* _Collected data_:
---

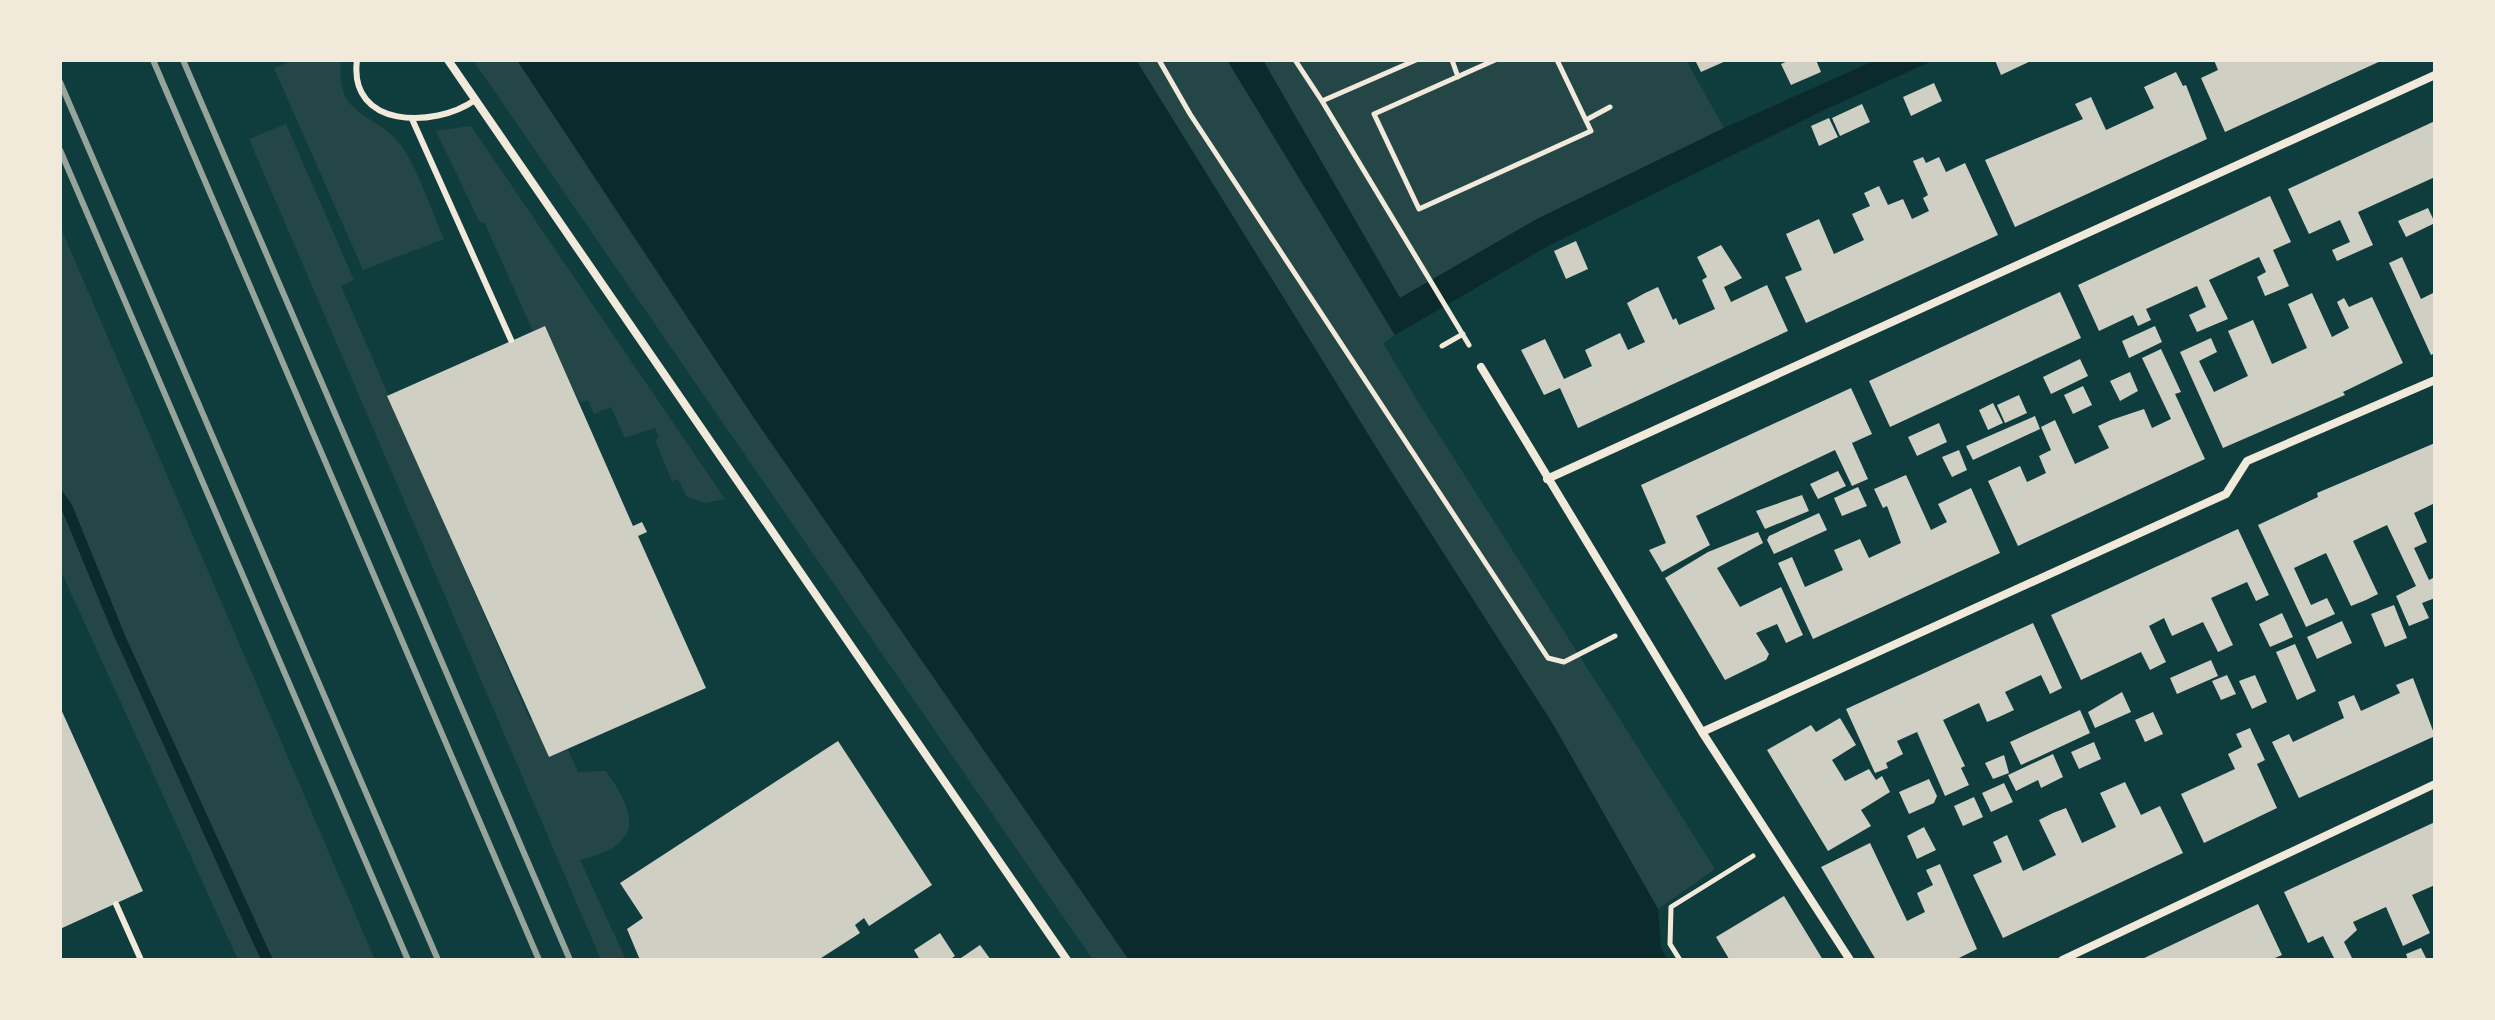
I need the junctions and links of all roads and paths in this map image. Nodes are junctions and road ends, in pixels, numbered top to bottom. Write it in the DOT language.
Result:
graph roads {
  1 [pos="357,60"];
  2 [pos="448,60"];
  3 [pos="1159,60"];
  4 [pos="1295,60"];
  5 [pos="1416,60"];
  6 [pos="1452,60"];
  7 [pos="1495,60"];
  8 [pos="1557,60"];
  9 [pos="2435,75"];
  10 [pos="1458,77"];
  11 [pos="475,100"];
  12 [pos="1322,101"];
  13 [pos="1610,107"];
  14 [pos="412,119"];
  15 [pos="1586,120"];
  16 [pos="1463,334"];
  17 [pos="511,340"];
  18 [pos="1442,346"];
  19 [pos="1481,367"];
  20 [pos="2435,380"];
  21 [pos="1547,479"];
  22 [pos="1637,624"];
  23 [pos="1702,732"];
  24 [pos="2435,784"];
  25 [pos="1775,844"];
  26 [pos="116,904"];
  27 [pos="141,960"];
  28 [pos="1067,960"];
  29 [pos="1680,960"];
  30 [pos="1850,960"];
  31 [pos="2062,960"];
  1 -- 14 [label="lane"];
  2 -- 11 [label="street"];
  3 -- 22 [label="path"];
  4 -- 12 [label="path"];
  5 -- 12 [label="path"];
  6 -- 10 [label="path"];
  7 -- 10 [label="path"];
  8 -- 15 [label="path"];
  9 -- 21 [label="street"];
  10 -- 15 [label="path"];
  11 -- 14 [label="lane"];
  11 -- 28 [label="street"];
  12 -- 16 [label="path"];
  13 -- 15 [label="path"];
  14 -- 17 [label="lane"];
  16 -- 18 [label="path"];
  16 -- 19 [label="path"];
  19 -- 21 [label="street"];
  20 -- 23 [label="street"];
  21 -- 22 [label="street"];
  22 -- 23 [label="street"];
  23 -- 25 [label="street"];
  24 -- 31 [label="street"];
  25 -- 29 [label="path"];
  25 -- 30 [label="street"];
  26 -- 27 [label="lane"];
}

---

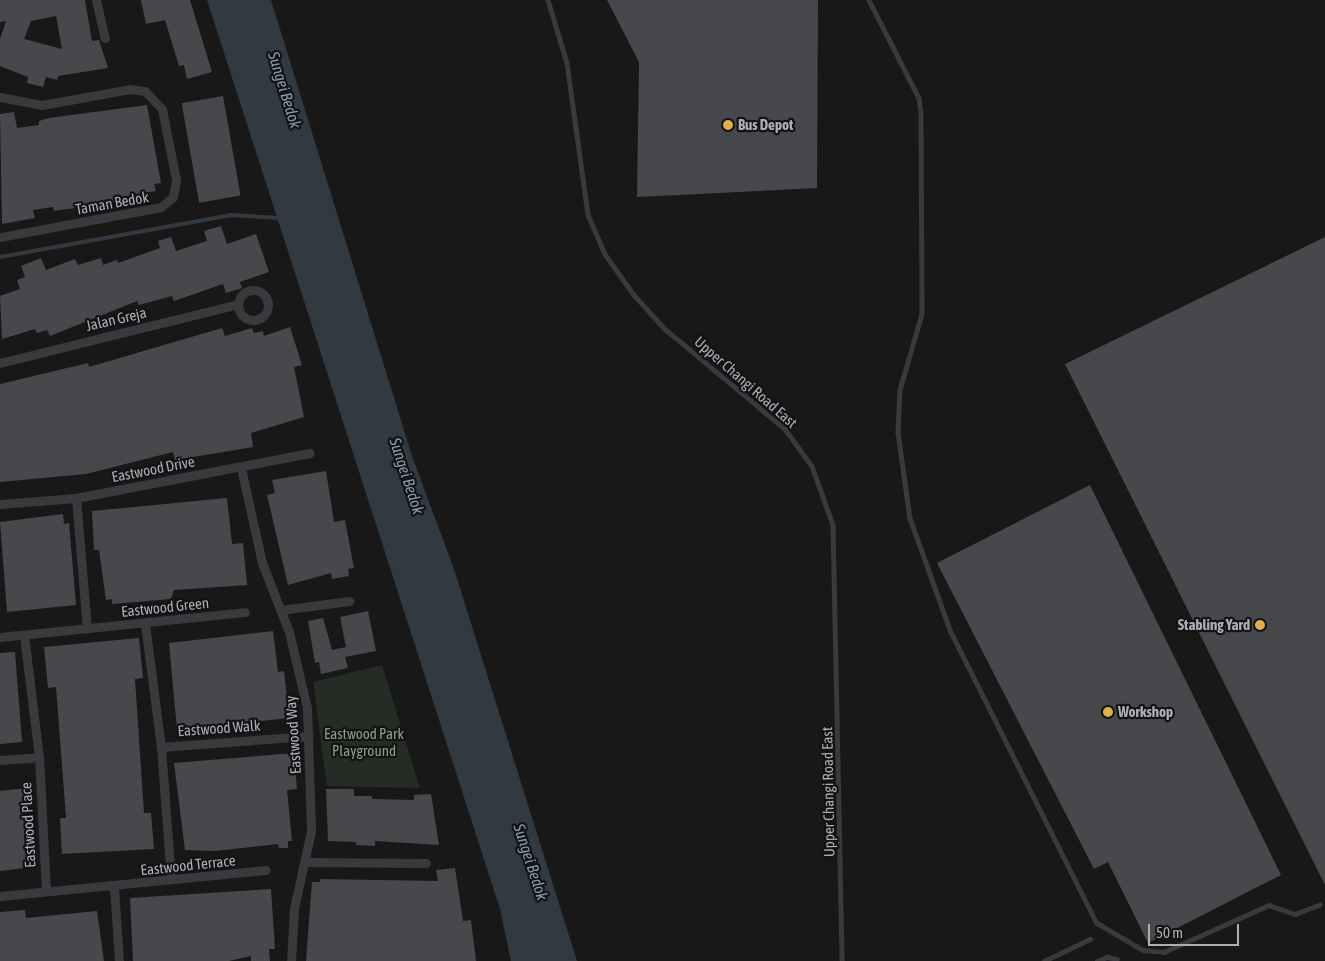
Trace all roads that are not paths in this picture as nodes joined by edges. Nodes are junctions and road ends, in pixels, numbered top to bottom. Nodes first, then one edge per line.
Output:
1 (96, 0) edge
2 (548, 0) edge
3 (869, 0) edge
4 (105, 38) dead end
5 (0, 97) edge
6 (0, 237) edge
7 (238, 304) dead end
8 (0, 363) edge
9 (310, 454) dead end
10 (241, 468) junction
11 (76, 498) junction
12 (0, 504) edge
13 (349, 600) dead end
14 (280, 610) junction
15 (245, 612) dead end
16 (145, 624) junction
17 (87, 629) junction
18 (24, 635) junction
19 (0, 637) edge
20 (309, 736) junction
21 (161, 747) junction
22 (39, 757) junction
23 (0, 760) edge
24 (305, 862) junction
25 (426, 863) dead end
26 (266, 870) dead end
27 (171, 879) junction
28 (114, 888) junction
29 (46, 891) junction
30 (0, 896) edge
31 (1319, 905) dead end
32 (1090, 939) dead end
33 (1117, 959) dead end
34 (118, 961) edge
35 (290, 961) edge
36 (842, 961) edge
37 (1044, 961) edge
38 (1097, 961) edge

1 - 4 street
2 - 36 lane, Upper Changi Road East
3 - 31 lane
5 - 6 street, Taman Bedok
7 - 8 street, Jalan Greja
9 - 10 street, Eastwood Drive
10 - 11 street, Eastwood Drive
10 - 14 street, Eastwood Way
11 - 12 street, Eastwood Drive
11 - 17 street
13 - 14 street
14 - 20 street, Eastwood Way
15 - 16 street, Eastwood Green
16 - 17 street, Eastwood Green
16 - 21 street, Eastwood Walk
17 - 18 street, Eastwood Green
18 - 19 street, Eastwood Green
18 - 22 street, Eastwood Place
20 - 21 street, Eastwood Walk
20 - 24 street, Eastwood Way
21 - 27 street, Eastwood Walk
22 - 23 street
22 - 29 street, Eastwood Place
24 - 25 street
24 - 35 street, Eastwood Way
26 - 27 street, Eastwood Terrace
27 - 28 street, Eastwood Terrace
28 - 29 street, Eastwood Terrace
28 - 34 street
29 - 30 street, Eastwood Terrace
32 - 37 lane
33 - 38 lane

---

* _YOUR OBJECTIVE_: Looking through the data above, copy out each line in which the string "Place" occurs.

* _TASK RESPONSE_:
18 - 22 street, Eastwood Place
22 - 29 street, Eastwood Place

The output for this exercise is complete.